> _What is needed_
Each line in the data holding "Quatro" should be listed.

> _Data provided_
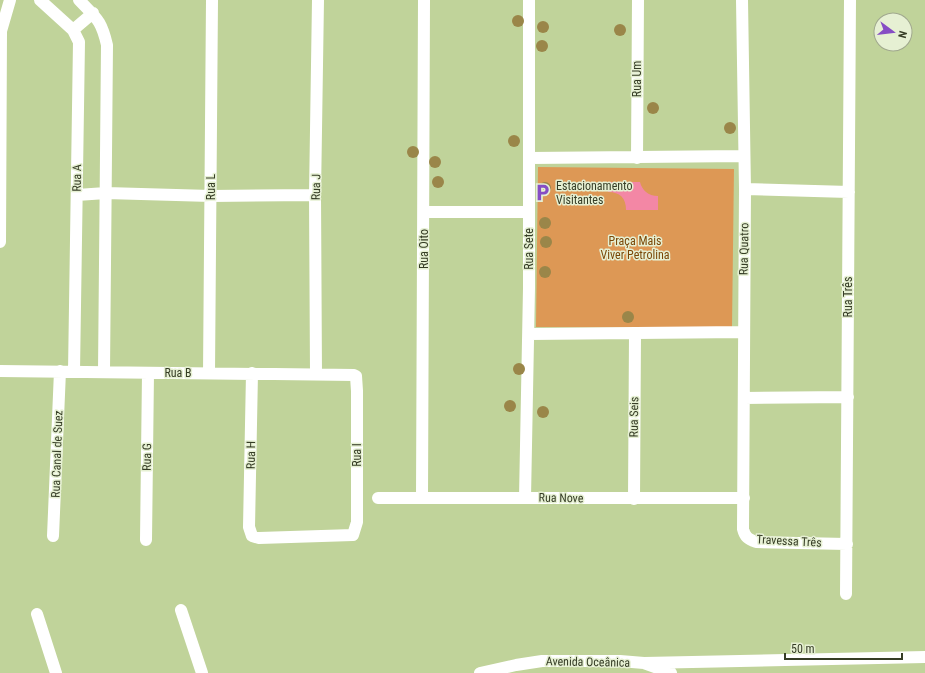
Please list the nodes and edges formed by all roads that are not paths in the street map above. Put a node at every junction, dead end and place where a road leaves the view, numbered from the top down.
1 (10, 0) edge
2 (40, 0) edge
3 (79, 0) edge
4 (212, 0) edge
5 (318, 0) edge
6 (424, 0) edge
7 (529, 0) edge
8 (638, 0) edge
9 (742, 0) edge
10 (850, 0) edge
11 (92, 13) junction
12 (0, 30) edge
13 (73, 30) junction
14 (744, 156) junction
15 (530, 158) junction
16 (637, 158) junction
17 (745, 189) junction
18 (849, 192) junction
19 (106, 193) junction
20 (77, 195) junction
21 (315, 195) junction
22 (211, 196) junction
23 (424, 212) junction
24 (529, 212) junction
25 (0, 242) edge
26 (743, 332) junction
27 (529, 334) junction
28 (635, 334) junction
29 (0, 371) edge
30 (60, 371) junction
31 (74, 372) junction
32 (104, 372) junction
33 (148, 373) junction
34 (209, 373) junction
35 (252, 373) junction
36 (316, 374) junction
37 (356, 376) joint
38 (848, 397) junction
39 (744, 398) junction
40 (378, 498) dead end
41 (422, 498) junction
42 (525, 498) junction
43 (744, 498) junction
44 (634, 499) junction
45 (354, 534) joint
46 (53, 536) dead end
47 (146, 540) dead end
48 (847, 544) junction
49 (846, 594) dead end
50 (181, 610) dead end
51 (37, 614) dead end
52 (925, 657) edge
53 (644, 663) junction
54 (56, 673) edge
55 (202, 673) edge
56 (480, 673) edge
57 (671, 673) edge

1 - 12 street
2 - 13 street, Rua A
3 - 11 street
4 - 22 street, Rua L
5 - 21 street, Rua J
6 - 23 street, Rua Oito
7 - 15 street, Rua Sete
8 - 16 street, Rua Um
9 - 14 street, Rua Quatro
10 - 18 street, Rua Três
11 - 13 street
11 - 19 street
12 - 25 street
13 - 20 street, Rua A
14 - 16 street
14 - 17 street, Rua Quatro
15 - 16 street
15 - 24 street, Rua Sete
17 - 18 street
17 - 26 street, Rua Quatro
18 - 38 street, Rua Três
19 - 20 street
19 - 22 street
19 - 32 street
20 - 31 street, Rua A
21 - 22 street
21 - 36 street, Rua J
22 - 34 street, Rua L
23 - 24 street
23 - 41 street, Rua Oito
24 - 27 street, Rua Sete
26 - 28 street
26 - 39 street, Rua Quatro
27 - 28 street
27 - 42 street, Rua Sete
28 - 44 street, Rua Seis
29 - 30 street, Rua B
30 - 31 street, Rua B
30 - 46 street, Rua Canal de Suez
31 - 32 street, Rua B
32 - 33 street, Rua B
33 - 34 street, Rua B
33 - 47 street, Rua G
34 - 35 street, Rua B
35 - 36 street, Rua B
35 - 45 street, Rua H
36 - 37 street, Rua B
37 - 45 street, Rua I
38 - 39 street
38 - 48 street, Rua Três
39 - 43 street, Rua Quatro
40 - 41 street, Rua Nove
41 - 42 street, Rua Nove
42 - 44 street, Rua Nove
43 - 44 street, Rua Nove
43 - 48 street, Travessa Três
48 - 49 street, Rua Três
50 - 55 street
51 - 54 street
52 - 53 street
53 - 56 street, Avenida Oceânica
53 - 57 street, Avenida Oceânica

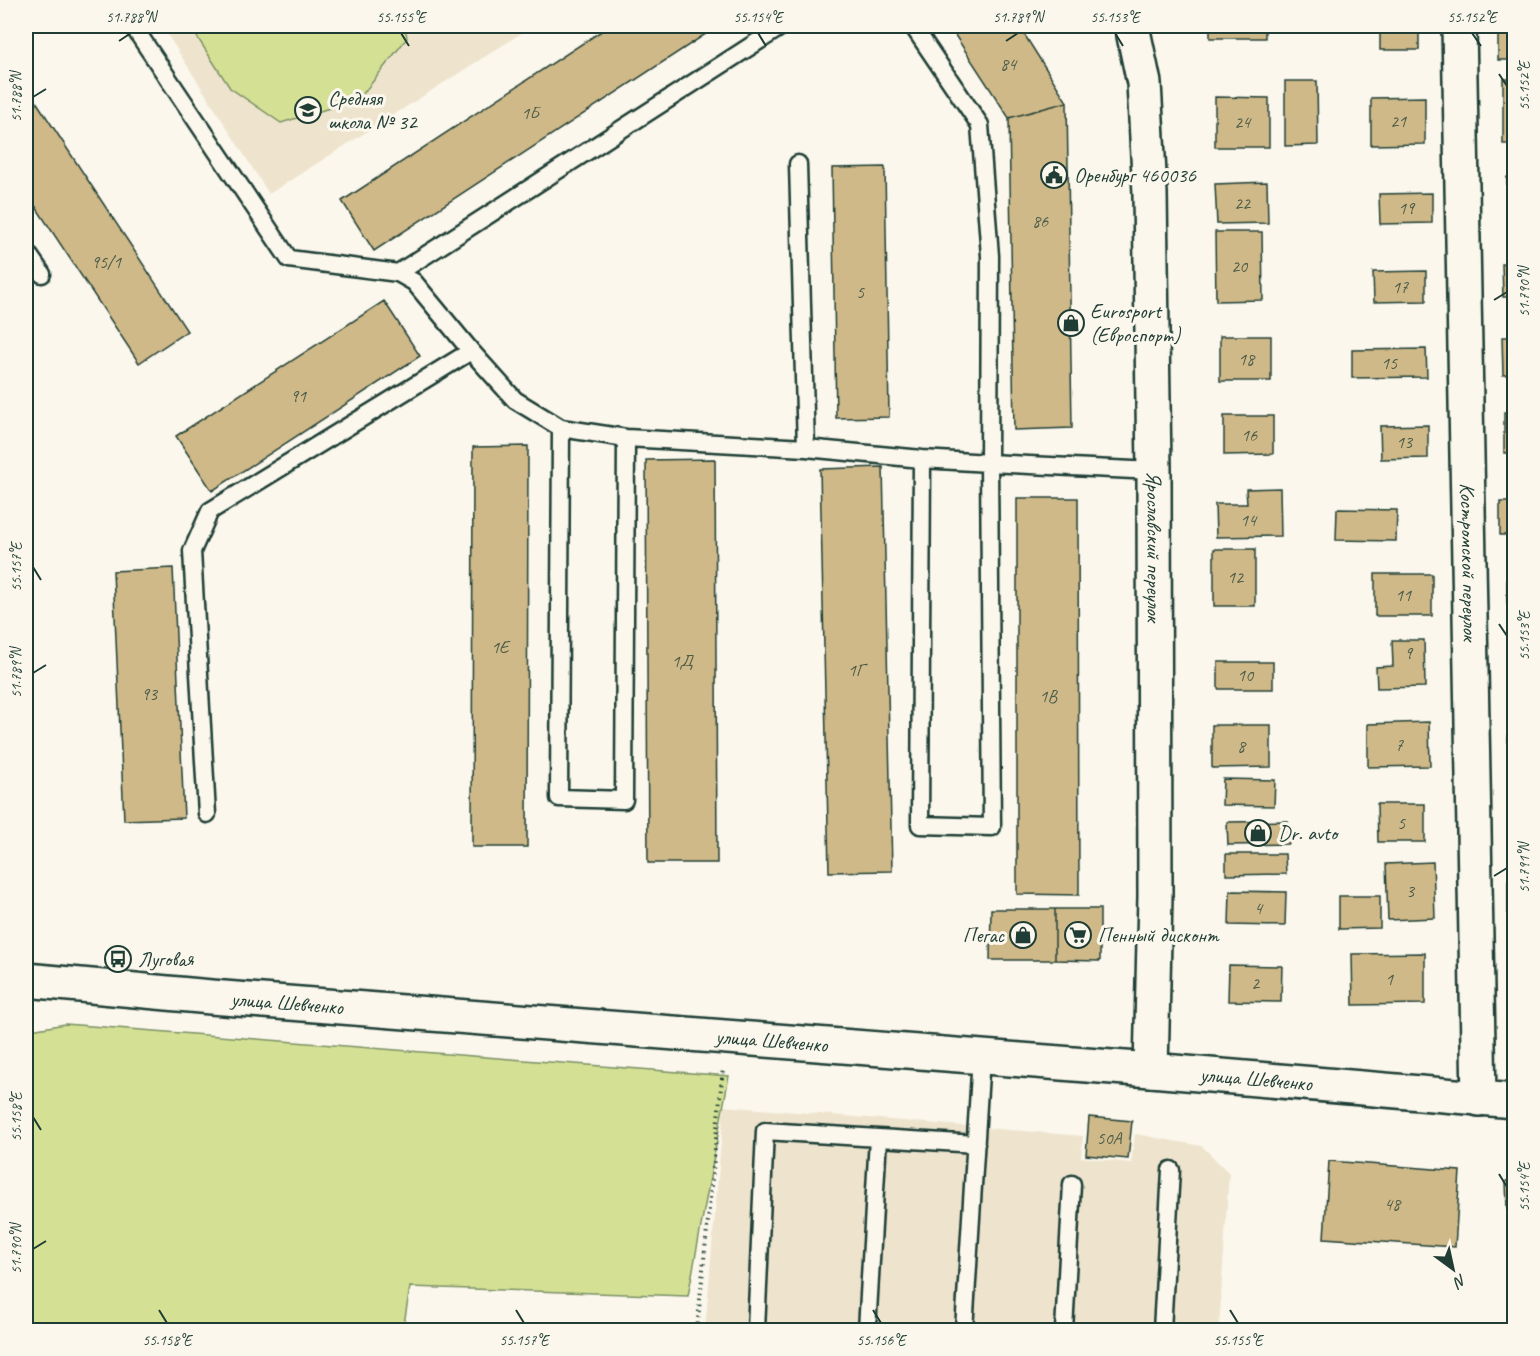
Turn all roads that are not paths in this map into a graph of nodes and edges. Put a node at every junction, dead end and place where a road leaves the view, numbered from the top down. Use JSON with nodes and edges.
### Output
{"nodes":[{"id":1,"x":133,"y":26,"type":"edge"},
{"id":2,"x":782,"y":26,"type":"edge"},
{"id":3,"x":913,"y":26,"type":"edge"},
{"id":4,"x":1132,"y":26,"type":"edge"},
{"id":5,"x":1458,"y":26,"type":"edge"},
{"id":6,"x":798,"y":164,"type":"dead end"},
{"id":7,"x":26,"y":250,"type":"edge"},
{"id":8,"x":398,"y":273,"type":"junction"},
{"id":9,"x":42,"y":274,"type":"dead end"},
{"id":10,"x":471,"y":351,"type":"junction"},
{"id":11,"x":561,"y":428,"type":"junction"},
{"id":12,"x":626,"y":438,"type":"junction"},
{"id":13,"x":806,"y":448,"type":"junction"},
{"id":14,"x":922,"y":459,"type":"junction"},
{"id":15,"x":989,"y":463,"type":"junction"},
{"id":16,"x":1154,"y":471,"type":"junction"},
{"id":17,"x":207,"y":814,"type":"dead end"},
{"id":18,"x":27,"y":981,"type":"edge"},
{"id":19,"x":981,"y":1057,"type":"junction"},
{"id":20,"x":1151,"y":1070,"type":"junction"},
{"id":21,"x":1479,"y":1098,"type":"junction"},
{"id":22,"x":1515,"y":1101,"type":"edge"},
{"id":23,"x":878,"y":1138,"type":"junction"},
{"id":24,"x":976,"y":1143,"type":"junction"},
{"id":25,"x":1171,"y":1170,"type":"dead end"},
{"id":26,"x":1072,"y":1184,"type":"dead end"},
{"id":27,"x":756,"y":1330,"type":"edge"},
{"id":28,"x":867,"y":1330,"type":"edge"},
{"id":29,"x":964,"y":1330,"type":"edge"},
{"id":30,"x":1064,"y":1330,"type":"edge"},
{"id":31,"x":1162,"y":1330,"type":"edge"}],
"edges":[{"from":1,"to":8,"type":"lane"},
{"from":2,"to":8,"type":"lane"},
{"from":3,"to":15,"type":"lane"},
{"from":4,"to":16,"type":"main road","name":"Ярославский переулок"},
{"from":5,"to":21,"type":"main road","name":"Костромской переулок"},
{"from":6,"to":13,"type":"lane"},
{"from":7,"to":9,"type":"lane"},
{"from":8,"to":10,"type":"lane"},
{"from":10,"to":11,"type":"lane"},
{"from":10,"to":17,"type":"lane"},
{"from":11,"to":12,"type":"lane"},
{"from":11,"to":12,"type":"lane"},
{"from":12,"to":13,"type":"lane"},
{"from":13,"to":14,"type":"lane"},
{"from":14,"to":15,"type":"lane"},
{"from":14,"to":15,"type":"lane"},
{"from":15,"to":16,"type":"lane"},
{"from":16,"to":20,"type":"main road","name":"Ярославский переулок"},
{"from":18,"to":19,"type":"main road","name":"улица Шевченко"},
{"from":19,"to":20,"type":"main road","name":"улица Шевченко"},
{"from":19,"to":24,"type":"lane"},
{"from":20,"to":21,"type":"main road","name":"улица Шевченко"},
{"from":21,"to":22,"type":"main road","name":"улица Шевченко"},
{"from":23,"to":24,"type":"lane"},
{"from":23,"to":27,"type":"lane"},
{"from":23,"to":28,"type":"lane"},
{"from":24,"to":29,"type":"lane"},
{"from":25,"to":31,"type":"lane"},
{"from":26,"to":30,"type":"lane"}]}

> _Finished task_
9 - 14 street, Rua Quatro
14 - 17 street, Rua Quatro
17 - 26 street, Rua Quatro
26 - 39 street, Rua Quatro
39 - 43 street, Rua Quatro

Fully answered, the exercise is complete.